Two, it still has a major devices business, something all its wireless network peers, most recently Nokia, have now abandoned (though the Finnish firm may return to the fray indirectly through its licensing business). This embroils Huawei in the cut-throat price war for the saturating smartphone space, taking on Samsung and Apple, and a group of its compatriots, such as Lenovo, Xiaomi and ZTE.

According to an internal memo seen by Reuters, Huawei is ahead of schedule in reaching its target of 100m shipments this year. In recent years, the company fallen short of its stated goals for handsets - for instance, for 2014 it set a target of 80m units, but shipped 75m. However, its ability to predict its market and control its supply chain has improved, and so its forecasting has become steadily more accurate - while it was 5m units off in 2014, that was far better than a shortfall of 28m in 2012, when Huawei had predicted up to 60m smartphones but actually shipped 32m.

This year, it looks like getting it right, according to Richard Yu, head of the consumer business unit, who wrote in the memo that Huawei had shipped more than 10m units every month since May. According to Gartner estimates, Huawei was fourth largest smartphone vendor in the first quarter with 18.1m shipments and 5.4% share (Samsung, Apple and Lenovo were ahead of it). That figure would not set Huawei up for its 100m target, but Yu's memo suggests shipments have picked up dramatically in the second quarter, and that Huawei can boost its growth further in the second half. Meng said in her results statement that the midrange Mate7 and high end P8 models had performed particularly well, as well as the Honor family.

The third difference from Huawei's key rivals is, of course, regional. It is virtually excluded from selling critical infrastructure in the US, and some other major economies, such as India, have also raised the bar for purchasing from Chinese firms, officially on grounds of national security. So while north America is Ericsson's largest market, and Nokia CEO Rajeev Suri said this week that a stronger US presence would be one of the biggest benefits of buying ALU, Huawei hardly plays there (except in handsets, where it is launching a big offensive this year and is aiming for a top three market ranking in a couple of years' time).

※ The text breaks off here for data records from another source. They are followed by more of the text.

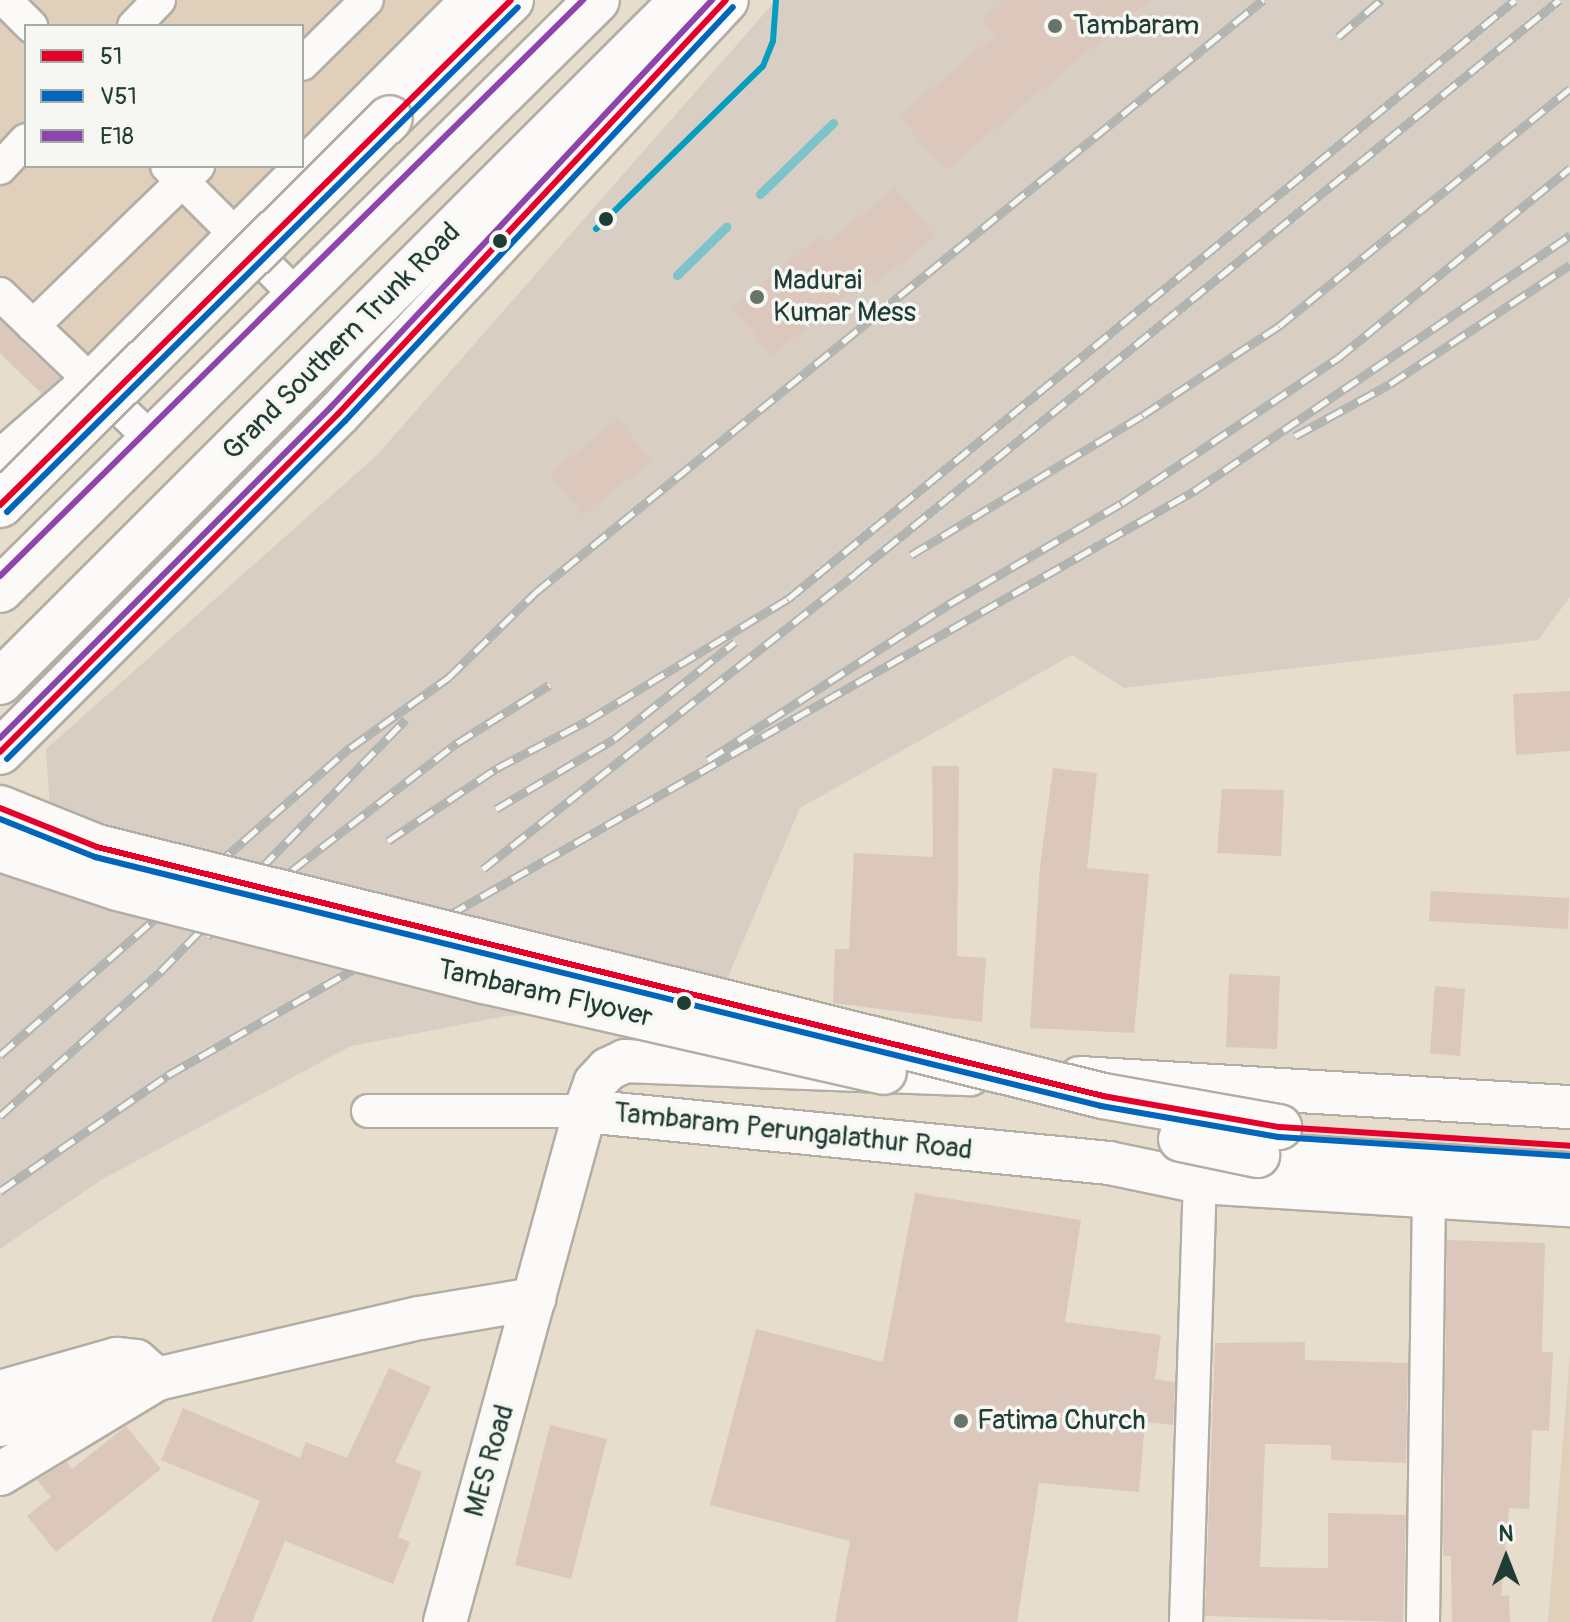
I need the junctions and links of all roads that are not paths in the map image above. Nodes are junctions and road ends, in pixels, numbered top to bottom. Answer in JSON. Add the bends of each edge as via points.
{"nodes":[{"id":1,"x":5,"y":0,"type":"edge"},
{"id":2,"x":159,"y":0,"type":"edge"},
{"id":3,"x":367,"y":0,"type":"edge"},
{"id":4,"x":473,"y":0,"type":"edge"},
{"id":5,"x":511,"y":0,"type":"edge"},
{"id":6,"x":597,"y":0,"type":"edge"},
{"id":7,"x":683,"y":0,"type":"edge"},
{"id":8,"x":726,"y":0,"type":"edge"},
{"id":9,"x":29,"y":24,"type":"edge"},
{"id":10,"x":136,"y":24,"type":"edge"},
{"id":11,"x":304,"y":62,"type":"edge"},
{"id":12,"x":24,"y":142,"type":"edge"},
{"id":13,"x":304,"y":167,"type":"edge"},
{"id":14,"x":0,"y":168,"type":"edge"},
{"id":15,"x":303,"y":168,"type":"edge"},
{"id":16,"x":182,"y":171,"type":"edge"},
{"id":17,"x":235,"y":235,"type":"junction"},
{"id":18,"x":0,"y":294,"type":"edge"},
{"id":19,"x":297,"y":296,"type":"junction"},
{"id":20,"x":33,"y":326,"type":"junction"},
{"id":21,"x":92,"y":382,"type":"junction"},
{"id":22,"x":152,"y":440,"type":"junction"},
{"id":23,"x":0,"y":462,"type":"edge"},
{"id":24,"x":0,"y":505,"type":"edge"},
{"id":25,"x":0,"y":590,"type":"edge"},
{"id":26,"x":0,"y":682,"type":"edge"},
{"id":27,"x":0,"y":752,"type":"edge"},
{"id":28,"x":0,"y":808,"type":"edge"},
{"id":29,"x":0,"y":849,"type":"edge"},
{"id":30,"x":1570,"y":1107,"type":"edge"},
{"id":31,"x":368,"y":1111,"type":"dead end"},
{"id":32,"x":585,"y":1111,"type":"junction"},
{"id":33,"x":1570,"y":1146,"type":"edge"},
{"id":34,"x":1570,"y":1175,"type":"edge"},
{"id":35,"x":1200,"y":1182,"type":"junction"},
{"id":36,"x":1429,"y":1195,"type":"junction"},
{"id":37,"x":1570,"y":1205,"type":"edge"},
{"id":38,"x":534,"y":1299,"type":"junction"},
{"id":39,"x":144,"y":1386,"type":"junction"},
{"id":40,"x":0,"y":1392,"type":"edge"},
{"id":41,"x":0,"y":1425,"type":"edge"},
{"id":42,"x":0,"y":1474,"type":"edge"},
{"id":43,"x":445,"y":1622,"type":"edge"},
{"id":44,"x":1186,"y":1622,"type":"edge"},
{"id":45,"x":1423,"y":1622,"type":"edge"}],
"edges":[{"from":1,"to":9,"type":"street"},
{"from":2,"to":10,"type":"street"},
{"from":3,"to":11,"type":"street"},
{"from":4,"to":13,"type":"street"},
{"from":5,"to":24,"type":"main road","bridge":true},
{"from":6,"to":19,"type":"main road"},
{"from":7,"to":26,"type":"main road","name":"Grand Southern Trunk Road"},
{"from":8,"to":27,"type":"main road","via":[[338,414]]},
{"from":12,"to":14,"type":"street"},
{"from":15,"to":17,"type":"street"},
{"from":16,"to":17,"type":"street"},
{"from":16,"to":20,"type":"street"},
{"from":17,"to":19,"type":"street"},
{"from":17,"to":21,"type":"street"},
{"from":18,"to":20,"type":"street"},
{"from":19,"to":22,"type":"main road"},
{"from":20,"to":21,"type":"street"},
{"from":21,"to":22,"type":"street"},
{"from":21,"to":23,"type":"street"},
{"from":22,"to":25,"type":"main road"},
{"from":28,"to":33,"type":"main road","name":"Tambaram Flyover","bridge":true,"via":[[97,847],[1103,1096],[1279,1127]]},
{"from":29,"to":34,"type":"main road","name":"Tambaram Flyover","bridge":true,"via":[[118,888],[484,981],[1257,1155]]},
{"from":30,"to":32,"type":"street","via":[[1197,1082],[625,1061],[595,1083]]},
{"from":31,"to":32,"type":"street"},
{"from":32,"to":35,"type":"street","name":"Tambaram Perungalathur Road","via":[[1109,1163]]},
{"from":32,"to":38,"type":"street","name":"Tambaram Perungalathur Road"},
{"from":35,"to":36,"type":"street","name":"Tambaram Perungalathur Road"},
{"from":35,"to":44,"type":"street"},
{"from":36,"to":37,"type":"street","name":"Tambaram Perungalathur Road"},
{"from":36,"to":45,"type":"street"},
{"from":38,"to":39,"type":"street","via":[[420,1318]]},
{"from":38,"to":43,"type":"street","name":"MES Road"},
{"from":39,"to":40,"type":"street","via":[[136,1361],[117,1359]]},
{"from":39,"to":41,"type":"street","via":[[103,1391]]},
{"from":39,"to":42,"type":"street"}]}
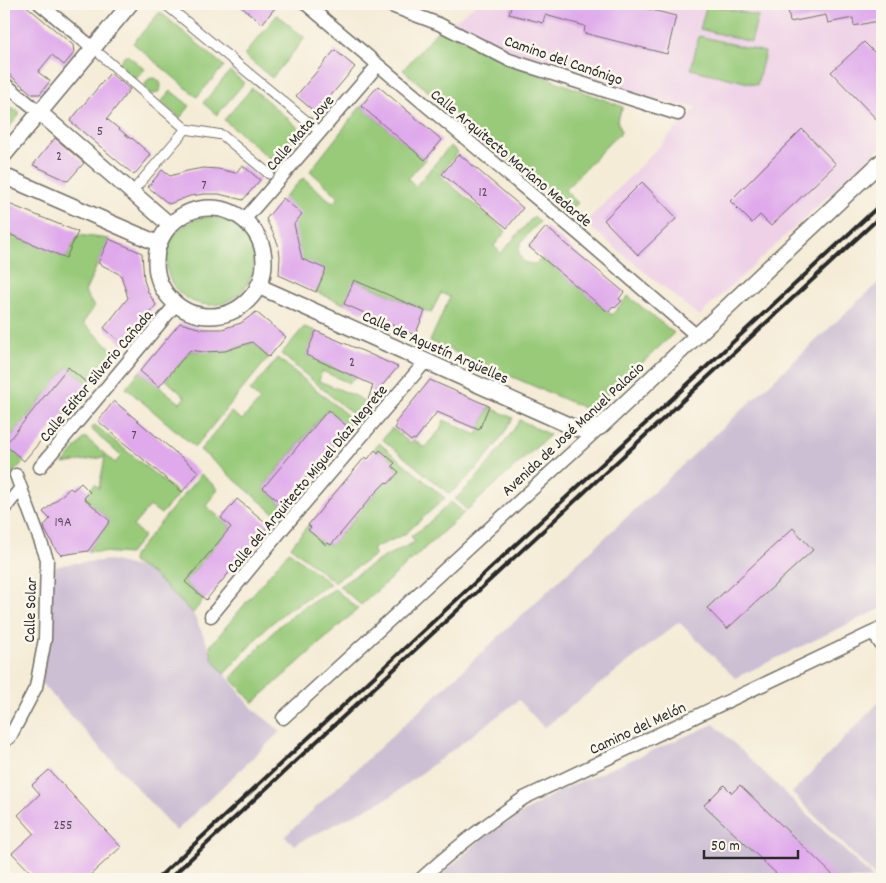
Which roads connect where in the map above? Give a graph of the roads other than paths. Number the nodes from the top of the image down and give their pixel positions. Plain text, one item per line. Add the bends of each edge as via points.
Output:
1 (40, 4) edge
2 (130, 4) edge
3 (165, 4) edge
4 (306, 4) edge
5 (386, 4) edge
6 (97, 52) junction
7 (378, 65) junction
8 (4, 83) edge
9 (39, 112) junction
10 (678, 114) dead end
11 (314, 127) dead end
12 (186, 129) junction
13 (4, 155) edge
14 (882, 161) edge
15 (269, 174) dead end
16 (4, 176) edge
17 (138, 185) dead end
18 (244, 220) junction
19 (170, 225) junction
20 (159, 244) junction
21 (258, 286) junction
22 (176, 304) junction
23 (697, 336) junction
24 (426, 361) junction
25 (600, 427) junction
26 (40, 467) dead end
27 (16, 475) dead end
28 (21, 488) junction
29 (4, 509) edge
30 (211, 616) dead end
31 (878, 630) edge
32 (882, 646) edge
33 (283, 718) dead end
34 (4, 740) edge
35 (421, 879) edge

1 - 6 street
2 - 6 street
3 - 11 street
4 - 7 street, Calle Arquitecto Mariano Medarde
5 - 10 street, Camino del Canónigo via 439,24 509,60
6 - 9 street
6 - 12 street
7 - 18 street, Calle Mata Jove
7 - 23 street, Calle Arquitecto Mariano Medarde
8 - 9 street
9 - 13 street
9 - 19 street
12 - 15 street via 222,135
12 - 17 street
14 - 23 street, Avenida de José Manuel Palacio
16 - 20 street
18 - 19 street via 214,208 198,209
18 - 21 street via 256,234 263,250 264,268
19 - 20 street
20 - 22 street via 158,276 164,292
21 - 22 street via 249,299 221,315 205,316
21 - 24 street, Calle de Agustín Argüelles
22 - 26 street, Calle Editor Silverio Cañada
23 - 25 street, Avenida de José Manuel Palacio
24 - 25 street, Calle de Agustín Argüelles via 575,428 586,431
24 - 30 street, Calle del Arquitecto Miguel Díaz Negrete
25 - 33 street, Avenida de José Manuel Palacio
27 - 28 street, Calle Solar
28 - 29 street
28 - 34 street, Calle Solar via 47,559 46,639 36,687 10,737
31 - 32 street
31 - 35 street, Camino del Melón via 524,798 479,830

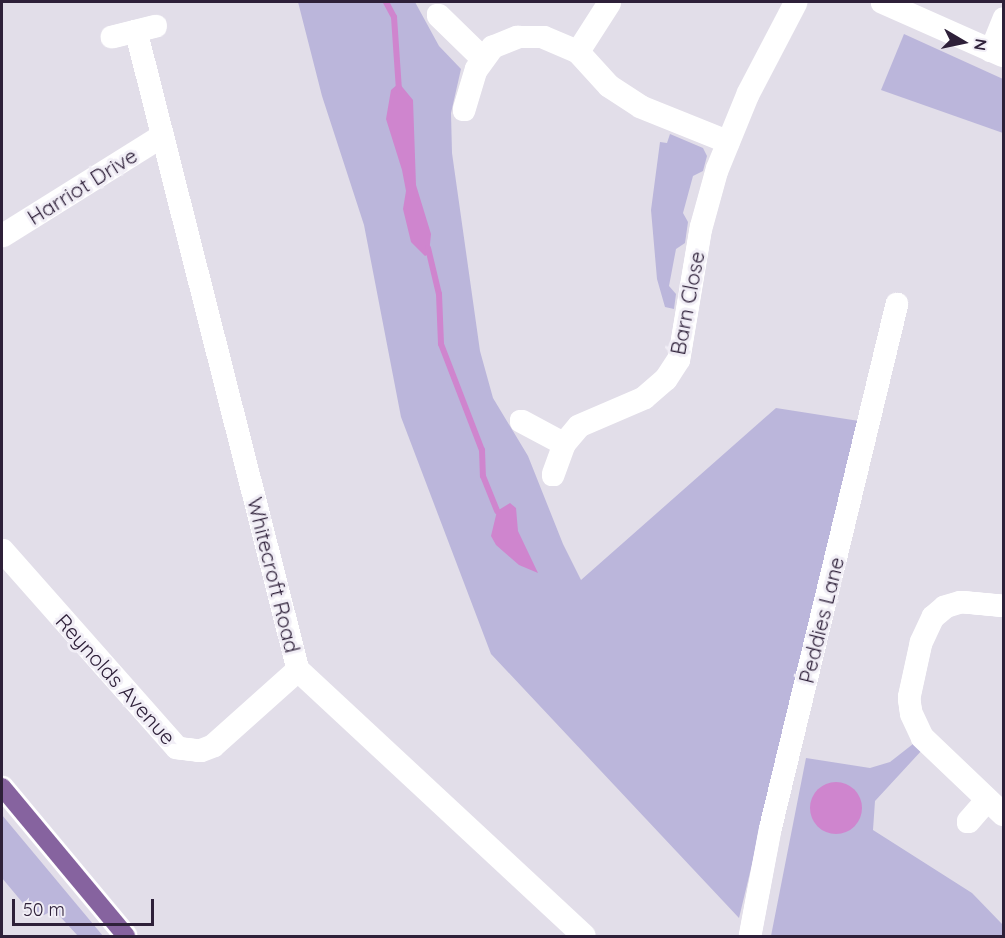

The lack of US presence is offset by strength in its homeland, where major 4G roll-outs are underway. Meng said of the carrier business unit: "Investment continued to pour into 4G network construction in China. In addition, the growth in global data traffic drives investment in network capacity expansion, while carriers' digital transformation pushes up investment in the ICT industry. These factors helped us maintain steady growth in the carrier business."

Since western vendors are able to compete more effectively in China than Huawei can in the US, it needs additional markets and has invested heavily in European customers and R&D, as well as pulling ahead of its competitors in some emerging economies, particularly in Africa and south east Asia.

Huawei also reported an operating margin of 18%, down slightly from 18.3% in the year-ago period but up on the full year 2014 figure of 11.9%. The second half of last year was hit by high marketing and R&D costs, analysts said, but it remains to be seen whether a similar pattern affects 2015. Margins are very healthy for this market - by contrast, Ericsson's operating margin for Q215 was 5.9%, while Nokia's for Q115 was 8.3% and ALU's was 2.5%.

"We are confident that we will maintain effective growth and steady and healthy development in all business segments in 2015," Meng summed up, though she did not offer specific guidance. It is likely that the smaller units will be the main drivers of that expansion. The enterprise and consumer businesses experienced faster growth than the carrier unit in 2014, increasing sales by 27.3% and 32.6% respectively.